ZocdocAnswersWhat respiratory infection could this be?


2 years ago I became very sick with viral bronchitis which also infected my parents. They went to a doctor and were treated with medication. However, they didn't believe me when I said I had the same thing( they strongly think im a hypochondriac) so I was never treated. Then symptoms still persisted but became less prominent. It has been almost two years since then and I continue having this constant mucus. I eventually (somewhat) got used to it but it does become a big issue having to clear my throat everytime i need to say something. Or having so much mucus stuck in my throat it becomes difficult to breath. The mucus is either green, gray, or white. I have gone to a doctor to describe this and he gave me antibotics for sinsinitus but they didnt help at all. Can viral bronchitis progress to chronic bronchitis? or is it something else entirely? Im not a smoker Im only 17. No pets. Fairly clean house.No other health problems except for anemia. What could this be?

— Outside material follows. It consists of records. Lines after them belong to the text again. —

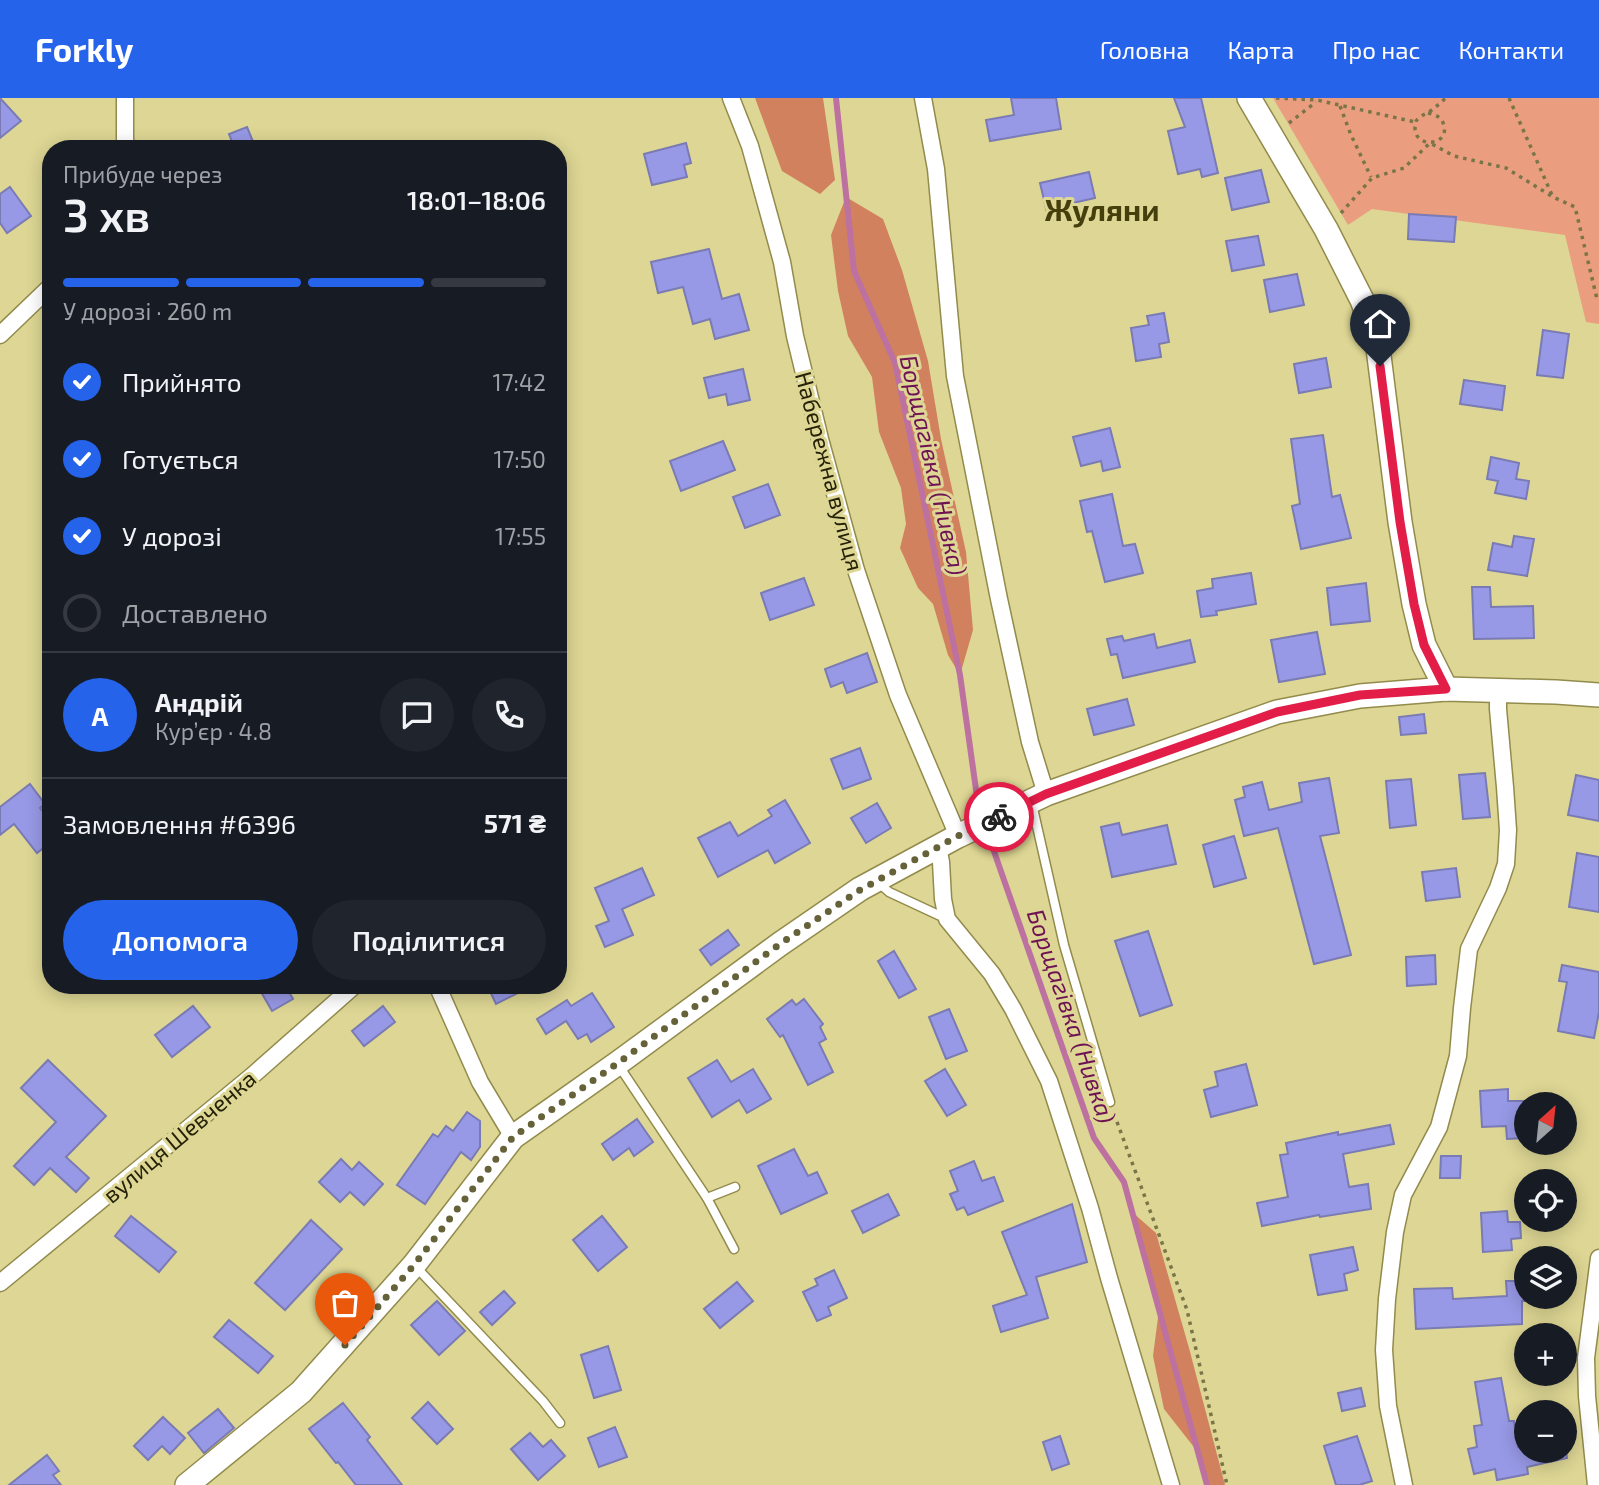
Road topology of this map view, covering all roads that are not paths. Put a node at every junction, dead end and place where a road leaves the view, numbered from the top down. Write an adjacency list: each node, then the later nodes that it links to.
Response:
1 (125, 98): 5 (street)
2 (731, 98): 12 (street, Набережна вулиця)
3 (923, 98): 11 (street)
4 (1249, 98): 8 (street)
5 (125, 140)
6 (42, 295): 7 (street)
7 (0, 335)
8 (1446, 689): 9 (street); 11 (street)
9 (1498, 691): 10 (street); 30 (street)
10 (1599, 695)
11 (1039, 798): 12 (street); 19 (lane)
12 (958, 836): 13 (street)
13 (937, 847): 14 (street); 15 (street)
14 (876, 881): 15 (lane); 18 (street)
15 (947, 919): 29 (street)
16 (345, 994): 26 (street, вулиця Шевченка)
17 (441, 994): 20 (street)
18 (618, 1063): 20 (street); 22 (lane)
19 (1110, 1102)
20 (513, 1137): 25 (street)
21 (735, 1187): 22 (lane)
22 (706, 1198): 23 (lane)
23 (734, 1249)
24 (1599, 1258): 31 (street)
25 (414, 1265): 27 (lane); 28 (street)
26 (0, 1283)
27 (560, 1423)
28 (187, 1485)
29 (1171, 1485)
30 (1405, 1485)
31 (1596, 1485)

Thanks for your question. I recommend that you speak with your doctor, possibly an ENT, about your concern. Certainly it is possible that viral infections can lead to bacterial infections, and then these bacterial infections can go on to become chronic infections and in some cases this can lead to a case of a chronic lung infection. In someone who is otherwise well as a 17 year old, this may be less likely, however, than many other potential options. Most often, the need to clear the throat frequently is not the most common sign of a chronic lung infection. Instead, this would be a sign of something that is irritating the vocal cords. Post nasal drainage is one common cause for this, and so it was a reasonable idea to treat you for a sinus infection. If you have had no improvement in your symptoms after that, then it may be prudent to consider other causes. In this sort of situation, acid reflux or laryngopharyngeal reflux is one of the more common causes. Eating late at night, eating lots of caffeine, alcohol, or chocolate, and being overweight can all lead to problems with laryngopharyngeal reflux. Your doctor, possibly an ENT, should be able to help with this and to consider other causes. Please speak with your doctor about this question.